We will require communication between the FBE partner authentication page rendered in an iframe and the Facebook surface via the window.parent.postMessage() API for certain events in order to provide the best user experience.

Security Requirements

Due to the inherent security vulnerabilities of cross-origin communication, we will enforce the following web security standards for postMessage communication:

  • For postMessages, these must specify targetOrigin (second param)
    • Use document.referrer; ensure document.referrer matches the following regex:
https?:\/\/(www\.|m\.|l\.|web\.|business\.)?(\d{4,5}\.od\.)?(business\.)?(facebook|internalfb|instagram|whatsapp)\.com(\/.*)?
  • Otherwise, postMessage data could be intercepted by unintended third parties.

The postMessage data should be a JSON block with event and payload keys. The required events to communicate are summarized below:

KeyRequiredTypePurpose

payload

Yes

JSON object

Contains further keys as specified based on event type. See table below.

event

Yes

String

Denotes the advertiser’s position in the integration flow. Have a look at the table below for a list of events for Zapier to emit.

Events

Authentication

EventDescription
{
  event: “auth_page_loaded”,
  payload: null
}

The authentication page was successfully rendered to the user.

{
  event: “sso_signin_started”,
  payload: null
}

User initiates the sign in / account creation flow with an SSO service (for example, Google account, FB Login).

{
  event: “sso_signin_completed”,
  payload: null

}

User successfully signs in with an SSO service (for example, Google account, FB Login).

{
  event: “existing_user_signin_started”,
  payload: null
}

User initiates the sign in flow with their non SSO credentials.

{
  event: “existing_user_signin_completed”,
  payload: null
}

User successfully signs in with their non SSO credentials.

{
  event: “new_user_account_creation_started”,
  payload: null
}

User initiates the process to create a new account.

{
  event: “new_user_account_creation_completed”,
 payload: null
}

User successfully creates a new account.

{
  event: “new_user_account_post_creation_setup”,
  payload: null
}

User is redirected to the third-party surface to complete account configuration after a basic account is created.
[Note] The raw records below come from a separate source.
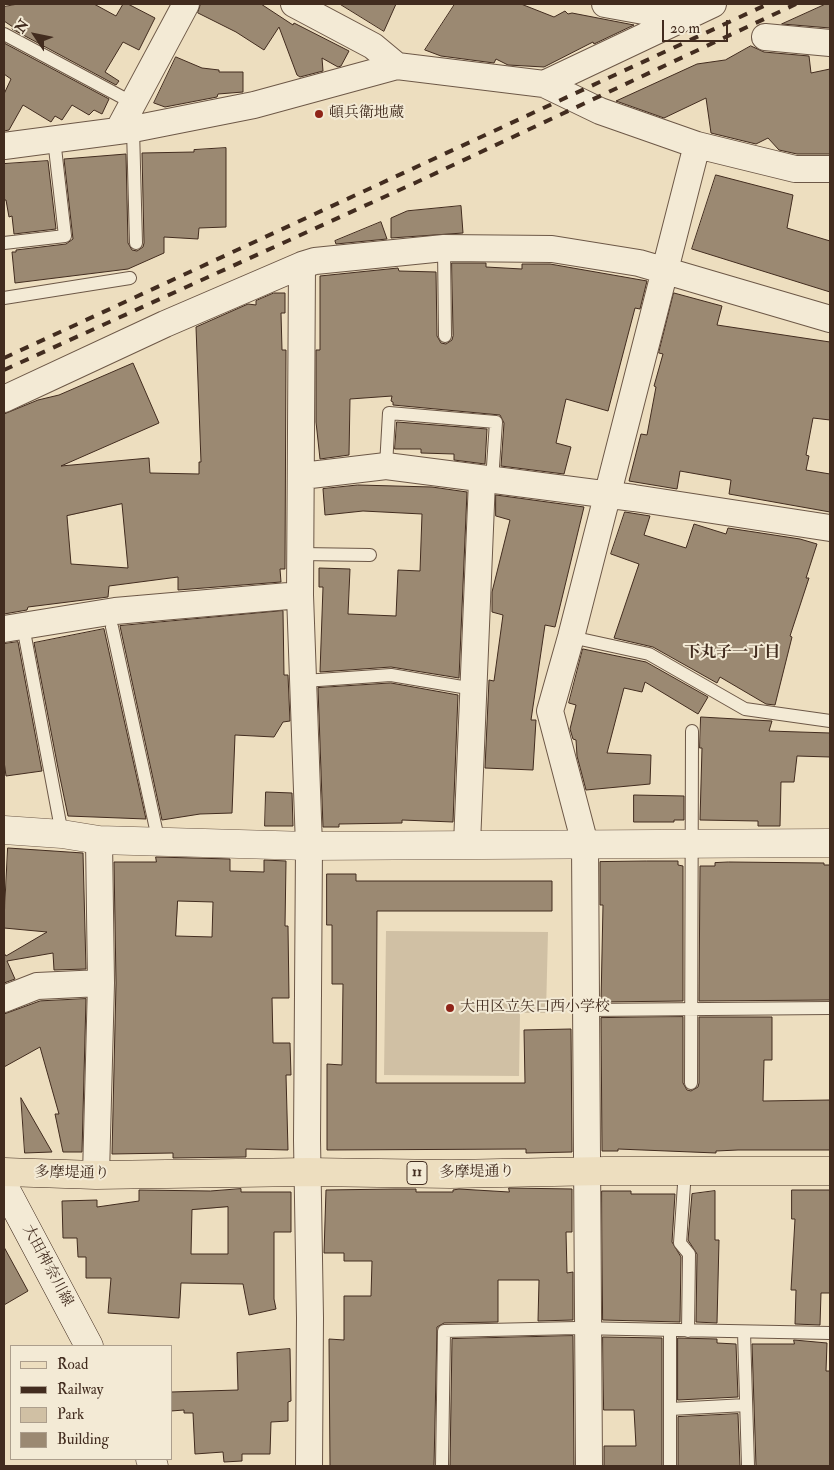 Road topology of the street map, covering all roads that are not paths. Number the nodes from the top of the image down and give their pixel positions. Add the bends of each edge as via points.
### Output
1 (186, 4) edge
2 (294, 4) edge
3 (606, 4) edge
4 (713, 4) edge
5 (682, 18) junction
6 (4, 34) edge
7 (765, 36) dead end
8 (830, 43) edge
9 (397, 66) junction
10 (544, 84) junction
11 (133, 103) junction
12 (126, 129) junction
13 (54, 139) junction
14 (698, 145) junction
15 (4, 146) edge
16 (830, 169) edge
17 (4, 243) edge
18 (136, 243) dead end
19 (444, 248) junction
20 (302, 265) junction
21 (666, 271) junction
22 (130, 278) dead end
23 (4, 298) edge
24 (830, 319) edge
25 (446, 336) dead end
26 (4, 399) edge
27 (386, 466) junction
28 (302, 476) junction
29 (487, 480) junction
30 (606, 495) junction
31 (830, 528) edge
32 (301, 554) junction
33 (370, 555) dead end
34 (300, 595) junction
35 (113, 619) junction
36 (14, 628) edge
37 (571, 637) junction
38 (304, 681) junction
39 (474, 689) junction
40 (830, 720) edge
41 (692, 731) dead end
42 (4, 830) edge
43 (62, 834) junction
44 (100, 840) junction
45 (159, 843) junction
46 (692, 843) junction
47 (467, 844) junction
48 (586, 844) junction
49 (830, 844) edge
50 (309, 846) junction
51 (101, 983) junction
52 (4, 999) edge
53 (830, 1008) edge
54 (693, 1009) junction
55 (586, 1010) junction
56 (691, 1083) dead end
57 (685, 1170) junction
58 (830, 1171) edge
59 (4, 1172) edge
60 (308, 1172) junction
61 (588, 1172) junction
62 (96, 1175) junction
63 (4, 1186) edge
64 (589, 1330) junction
65 (670, 1330) junction
66 (688, 1331) junction
67 (744, 1332) junction
68 (830, 1333) edge
69 (88, 1345) edge
70 (746, 1405) junction
71 (670, 1409) junction
72 (309, 1466) edge
73 (442, 1466) edge
74 (589, 1466) edge
75 (670, 1466) edge
76 (748, 1466) edge

1 - 11 street
2 - 9 street via 373,46
3 - 5 street
4 - 5 street
5 - 10 street
6 - 11 lane
7 - 8 street
9 - 10 street
9 - 12 street via 254,105
10 - 14 street via 600,111
11 - 12 street
12 - 13 street
12 - 18 lane
13 - 15 street
13 - 17 lane via 65,236
14 - 16 street via 795,169
14 - 21 street
19 - 20 street
19 - 21 street via 552,249 639,263
19 - 25 lane
20 - 26 street
20 - 28 street
21 - 24 street
21 - 30 street
22 - 23 lane
27 - 28 street
27 - 29 street
27 - 29 lane via 389,414 496,422
28 - 32 street
29 - 30 street
29 - 39 street
30 - 31 street
30 - 37 street
32 - 33 lane
32 - 34 street
34 - 35 street
34 - 38 street
35 - 36 street
35 - 45 lane
36 - 43 lane
37 - 40 lane via 649,654 745,709
37 - 48 street via 550,711
38 - 39 lane via 391,675
38 - 50 street
39 - 47 street
41 - 46 lane
42 - 43 street
43 - 44 street
44 - 45 street
44 - 51 street
45 - 50 street
46 - 48 street
46 - 49 street
46 - 54 lane
47 - 48 street
47 - 50 street
48 - 55 street
50 - 60 street
51 - 52 street via 37,986
51 - 62 street
53 - 54 lane
54 - 55 lane
54 - 56 lane
55 - 61 street
57 - 58 main road, 多摩堤通り / 11
57 - 61 main road, 多摩堤通り / 11
57 - 66 lane via 680,1243 689,1254
59 - 62 main road, 多摩堤通り / 11
60 - 61 main road, 多摩堤通り / 11
60 - 62 main road, 多摩堤通り / 11
60 - 72 street
61 - 64 street
63 - 69 street, 大田神奈川線
64 - 65 lane
64 - 73 lane via 444,1331
64 - 74 street
65 - 66 lane
65 - 71 lane
66 - 67 lane
67 - 68 lane
67 - 70 lane
70 - 71 lane
70 - 76 lane
71 - 75 lane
This is the likely user journey in cases where a new user account will require additional setup to be viable for FBE (for example, Commerce Onboarding requires a third-party user account to have inventory).

Connection

EventDescription
{
  event: “fbe_onboarding_started”,
  payload: null

}

If using Business Login - the FBE flow is invoked.

{
  event: “fbe_onboarding_completed”,
  payload: null

}

If using Business Login - the FBE flow successfully returns an access token back to the app.

{
  event: “send_fbe_uri_extras”,
  payload: {
    uri_extras: “{‘setup’:{‘external_business...”
  }
}

After existing user authentication or new user creation, partner sends encoded extras with business_config and setup defined.

Engagement

EventDescription
{
  event: “partner_landing_page_loaded”,
  payload: null
}

The main post-authentication landing page is successfully rendered to the user.

{
  event: “template_selected”,
  payload: null
}

For Creative: a user selects a creative template.
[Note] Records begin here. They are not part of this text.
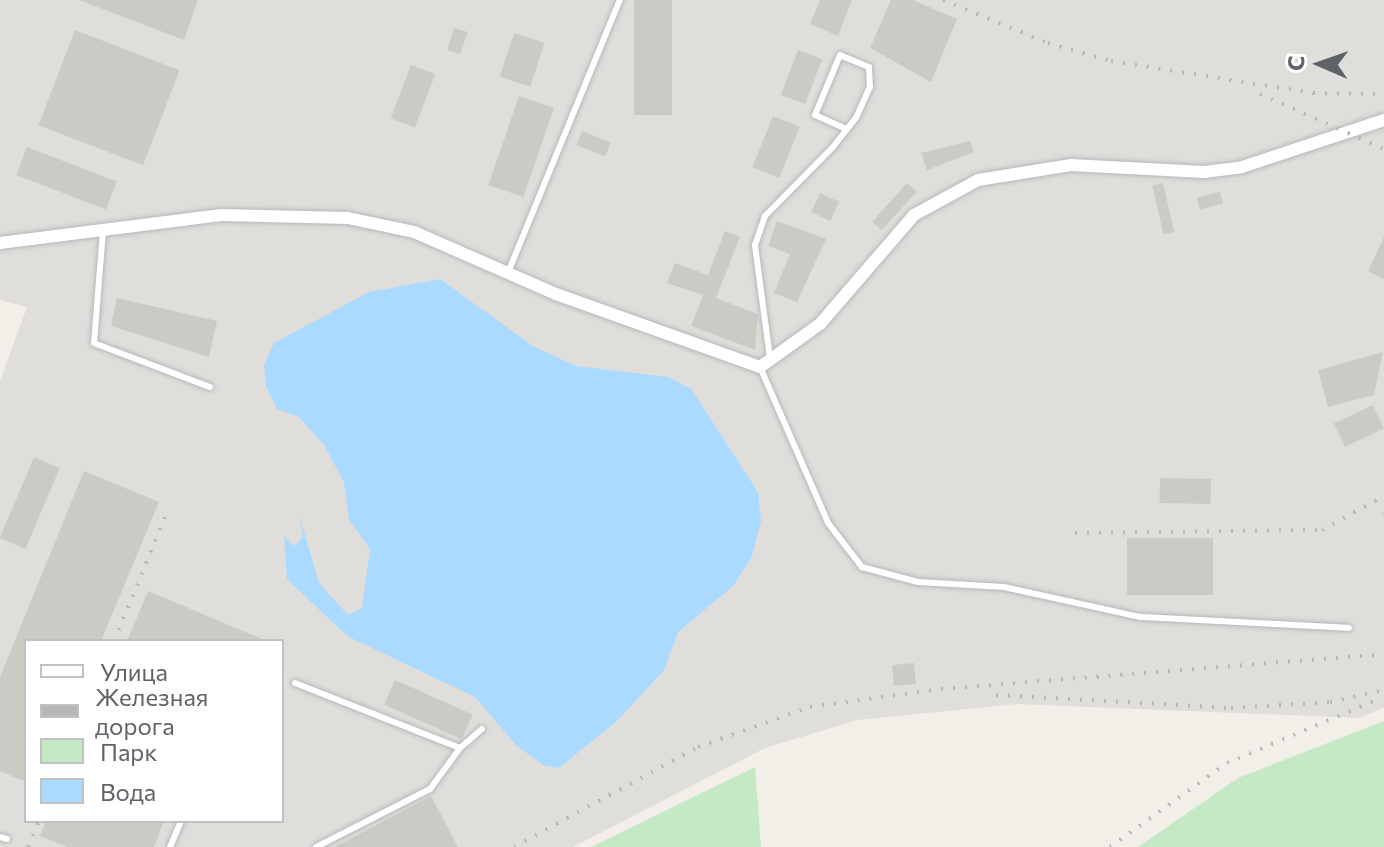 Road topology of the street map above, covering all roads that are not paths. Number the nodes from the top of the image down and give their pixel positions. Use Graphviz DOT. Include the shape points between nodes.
graph roads {
  1 [pos="620,0"];
  2 [pos="1384,120"];
  3 [pos="847,129"];
  4 [pos="103,231"];
  5 [pos="0,243"];
  6 [pos="509,270"];
  7 [pos="765,365"];
  8 [pos="210,387"];
  9 [pos="1349,628"];
  10 [pos="295,683"];
  11 [pos="482,729"];
  12 [pos="460,748"];
  13 [pos="180,823"];
  14 [pos="170,847"];
  15 [pos="316,847"];
  1 -- 6 [label="lane"];
  2 -- 7 [label="street" via="1242,167 1204,172 1071,165 978,180 914,215 820,324"];
  3 -- 3 [label="lane" via="870,87 869,67 840,55 815,115"];
  3 -- 7 [label="lane" via="765,216 756,268 769,323"];
  4 -- 5 [label="street"];
  4 -- 6 [label="street" via="221,215 348,218 414,232"];
  4 -- 8 [label="lane" via="94,343"];
  6 -- 7 [label="street" via="599,311"];
  7 -- 9 [label="lane" via="828,523 862,567 918,582 1004,587 1141,617"];
  10 -- 12 [label="lane"];
  11 -- 12 [label="lane"];
  12 -- 15 [label="lane" via="430,789"];
  13 -- 14 [label="lane"];
}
For Data integration: the user selects a data feed template.

{
  event: “platform_authorized”,
  payload: null
}

For Data integration: when the user successfully authenticates the platform they intend to integrate with Facebook.

{
  event: “template_created”,
  payload: null
}

For Creative and Data integration: The user successfully creates a creative / data feed using a template.

{
  event: “task_completed”,
 payload: null
}

For Creative: the user downloads the creative / successfully uploads it to Facebook.


For Data integration: the user enables the feed.

Error Reporting

EventDescription
{
  type: “platform_error”,
  payload: {
    error_message: “descriptive error message”,
external_business_id : “business123456”
  }
}

Any error that happens along the user journey on third party site.